Behind a bright red arched door on 155th Street,
lived twenty sleepy people who shivered in their beds,
coughed up their lungs, and hung on to their coffee mugs for warmth as if it would
save them from the blizzard that buzzed outside.

Those same people also had the brightest eyes,
the loudest praise voices, the kindest words, and the most joyful laughter.
These people, were young kids who signed up for a week in the Bronx.
They did not know what to expect, but only knew to expect nothing short of amazing.
They were thrust into conversations and into deep stares with someone who needed a kind eye.
They weren't there to "save lives" but to work for the one who saved their lives.
As they traveled through the chaos and disaster of New York in a snowstorm,
their hearts were far from cold.

Sneaking granola bars in bags, conversations started by kitschy phrases,
"What a week, amirite?" or
"Where you headed?" on a one way train to Grand Central.
With numb fingers they clutched their rosaries that were deep in their pockets
and prayed for the intercession to just say something right.
To say something meaningful and loving and what that person needed.
They slowly realized that Christ was the one they were talking to.
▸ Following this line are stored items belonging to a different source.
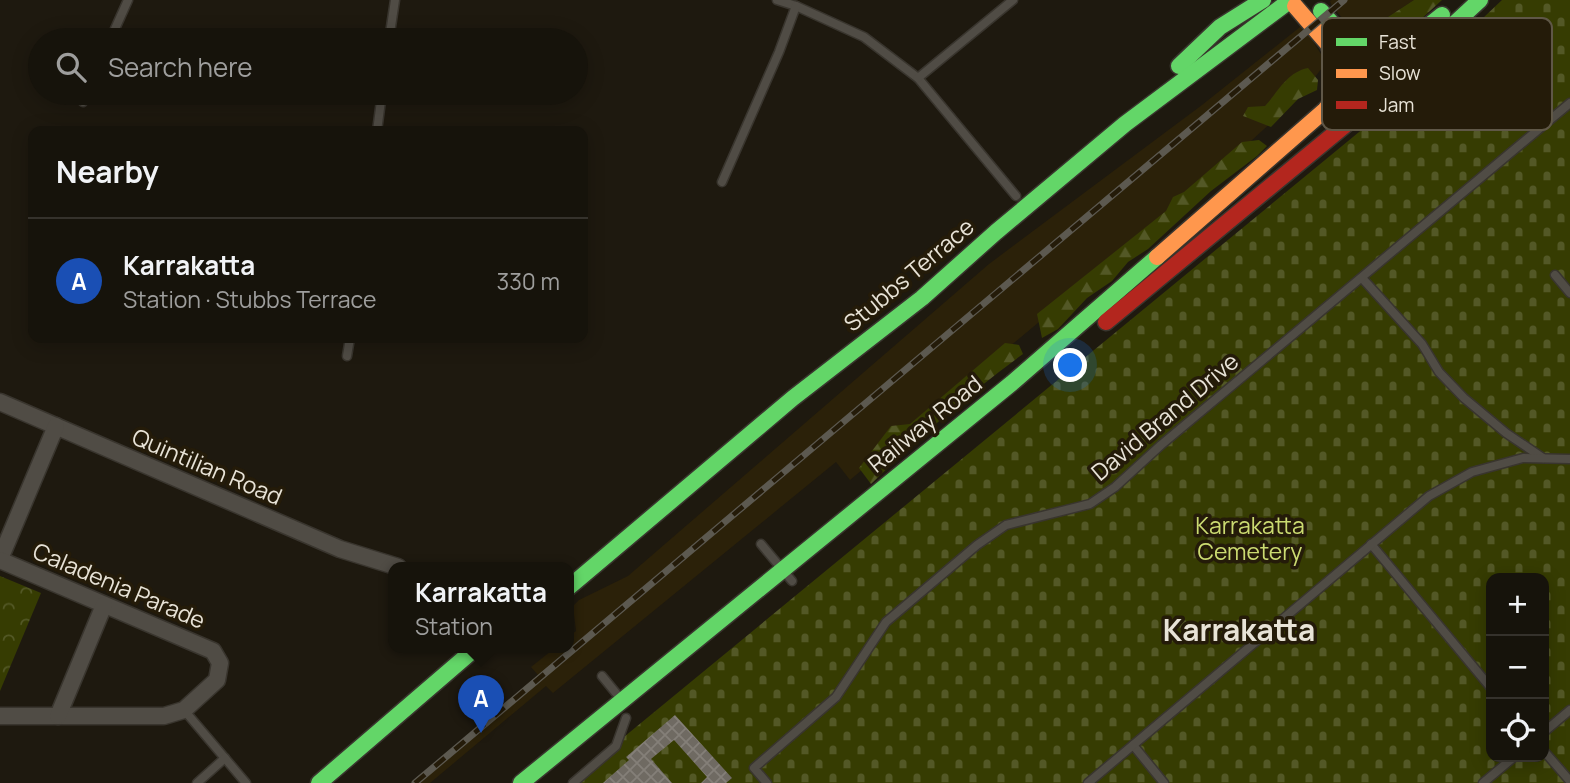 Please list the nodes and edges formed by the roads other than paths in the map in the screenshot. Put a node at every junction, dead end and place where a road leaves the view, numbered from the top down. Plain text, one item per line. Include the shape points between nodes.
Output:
1 (128, 0) edge
2 (395, 0) edge
3 (777, 0) edge
4 (1013, 0) edge
5 (1263, 0) edge
6 (1312, 0) edge
7 (1459, 0) edge
8 (1480, 0) edge
9 (1290, 3) edge
10 (796, 6) junction
11 (1327, 18) edge
12 (1437, 18) edge
13 (1461, 18) edge
14 (115, 28) edge
15 (391, 28) edge
16 (1322, 38) edge
17 (918, 78) junction
18 (1570, 103) edge
19 (380, 105) edge
20 (1322, 113) edge
21 (1552, 118) edge
22 (378, 126) edge
23 (1338, 130) edge
24 (1538, 130) edge
25 (722, 181) dead end
26 (1016, 196) junction
27 (955, 247) dead end
28 (1555, 275) dead end
29 (1362, 278) junction
30 (1570, 293) edge
31 (892, 301) dead end
32 (349, 343) edge
33 (347, 356) dead end
34 (0, 402) edge
35 (56, 426) junction
36 (1543, 458) junction
37 (1570, 459) edge
38 (761, 544) dead end
39 (1371, 544) junction
40 (0, 559) edge
41 (388, 564) edge
42 (574, 566) edge
43 (787, 575) junction
44 (574, 584) edge
45 (104, 605) junction
46 (470, 653) edge
47 (491, 653) edge
48 (602, 676) dead end
49 (1486, 682) edge
50 (622, 701) junction
51 (184, 709) junction
52 (1570, 710) edge
53 (0, 716) edge
54 (58, 716) junction
55 (626, 718) junction
56 (1549, 728) edge
57 (1133, 746) junction
58 (1549, 757) edge
59 (225, 758) junction
60 (577, 758) dead end
61 (1508, 762) edge
62 (1570, 781) edge
63 (197, 783) edge
64 (246, 783) edge
65 (319, 783) edge
66 (341, 783) edge
67 (521, 783) edge
68 (573, 783) edge
69 (767, 783) edge
70 (1088, 783) edge
71 (1164, 783) edge
72 (1483, 783) edge

1 - 14 lane
2 - 15 lane
3 - 10 lane
4 - 17 lane
5 - 26 main road, Stubbs Terrace via 1220,27 1192,57
6 - 11 main road
7 - 12 main road
8 - 13 main road
9 - 16 main road
9 - 44 main road, Stubbs Terrace via 1125,124 922,298 793,398
10 - 17 lane via 864,37
10 - 25 lane
17 - 26 lane
18 - 21 lane, David Brand Drive
19 - 22 lane
20 - 43 main road, Railway Road
23 - 43 main road, Railway Road
24 - 29 lane, David Brand Drive
26 - 27 main road, Stubbs Terrace
28 - 30 lane
29 - 36 lane via 1464,398
29 - 69 lane, David Brand Drive via 1115,487 1090,504 1006,525 886,622 836,697 754,768
31 - 42 main road, Stubbs Terrace
32 - 33 lane
34 - 35 street, Quintilian Road
35 - 40 street
35 - 41 street, Quintilian Road via 340,549
36 - 37 lane
36 - 39 lane via 1523,458 1472,472 1429,496
38 - 43 lane
39 - 49 lane
39 - 57 lane
40 - 45 street, Caladenia Parade
43 - 50 main road, Railway Road
43 - 55 main road, Railway Road
45 - 51 street, Caladenia Parade via 214,651 220,663 217,680
45 - 54 street
46 - 65 main road
47 - 66 main road
48 - 50 lane
50 - 67 main road, Railway Road
51 - 54 street, Caladenia Parade via 164,716
51 - 59 lane
52 - 56 lane
53 - 54 street, Caladenia Parade
55 - 60 main road, Railway Road
55 - 68 lane via 616,746
57 - 70 lane
57 - 71 lane
58 - 62 lane
59 - 63 lane
59 - 64 lane
61 - 72 lane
Christ was the man who slurred his words and sat in a subway car
consumed with the raw smell of human filth.
And the bright, sunny, college students who mistakenly stumbled in the empty car took a chance
to hear the pain and suffering that the man held on to
like the heavy cross digging into Christ's shoulders.
He may not have remembered the words spoken to him that day,
But maybe he remembers the ears that listened.
And maybe God smiled that His anawim was seen.
And for second, his anawim could look into the eyes of another human
and receive the empathy that God has for him.

The week of discomfort, laughter, singing, crying, came and went.
It felt as though the little sufferings, the hiccups, the feeling of unworthiness,
the feeling of idleness, the feeling that they hadn't really done anything, faded.
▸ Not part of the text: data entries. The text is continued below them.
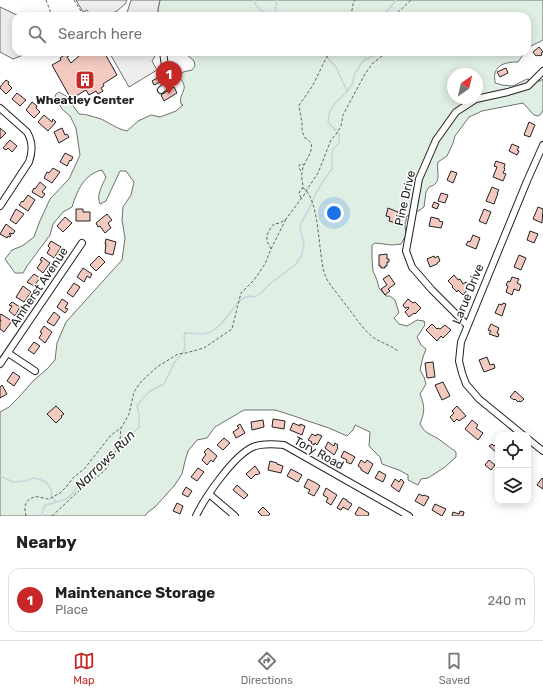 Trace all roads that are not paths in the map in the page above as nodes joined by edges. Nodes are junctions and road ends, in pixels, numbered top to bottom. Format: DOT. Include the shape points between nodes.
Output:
graph roads {
  1 [pos="164,56"];
  2 [pos="543,71"];
  3 [pos="161,90"];
  4 [pos="0,108"];
  5 [pos="543,145"];
  6 [pos="0,206"];
  7 [pos="82,243"];
  8 [pos="467,325"];
  9 [pos="8,353"];
  10 [pos="0,364"];
  11 [pos="35,371"];
  12 [pos="519,432"];
  13 [pos="531,441"];
  14 [pos="543,451"];
  15 [pos="209,494"];
  16 [pos="196,516"];
  17 [pos="236,516"];
  18 [pos="409,516"];
  1 -- 3 [label="street" via="170,83"];
  2 -- 8 [label="street, Pine Drive" via="528,86 476,99 456,112 436,140 418,178 406,251 412,267"];
  4 -- 6 [label="street" via="26,132 32,147 29,162"];
  5 -- 8 [label="street, Larue Drive"];
  7 -- 9 [label="street, Amherst Avenue"];
  8 -- 12 [label="street, Larue Drive" via="461,342 459,361 466,384 479,399"];
  9 -- 10 [label="street, Amherst Avenue"];
  9 -- 11 [label="street"];
  13 -- 14 [label="street"];
  15 -- 16 [label="street, Tory Road"];
  15 -- 17 [label="street"];
  15 -- 18 [label="street, Tory Road" via="245,451 254,446 274,444 284,446"];
}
The moments spent listening to the man scream at his wife in the subway,
revealed the lies that Satan thrust into a dirty and crowded car.
The missionaries on that train took no hesitation to whisper prayers under their breath so that Christ could make known his presence, even on a stinky and fogged up subway car.
Those moments, are remembered but only remembered with Christ's accompaniment
and distinct presence on the hearts of His missionaries.

And after a day full of working, the twenty would sit in comfort behind the large red arched doors on 155th street, and remind themselves that they bend to reach to Christ.
They bent to serve Christ himself.
And they continue to bend to be next to Christ.
The Bronx probably doesn't remember the time twenty misplaced college students
emerged from the subway,
but the twenty misplaced college students will forever remember
the realness, weariness, contagious joy and willing spirit
that emerged from that spring break trip back in 2017.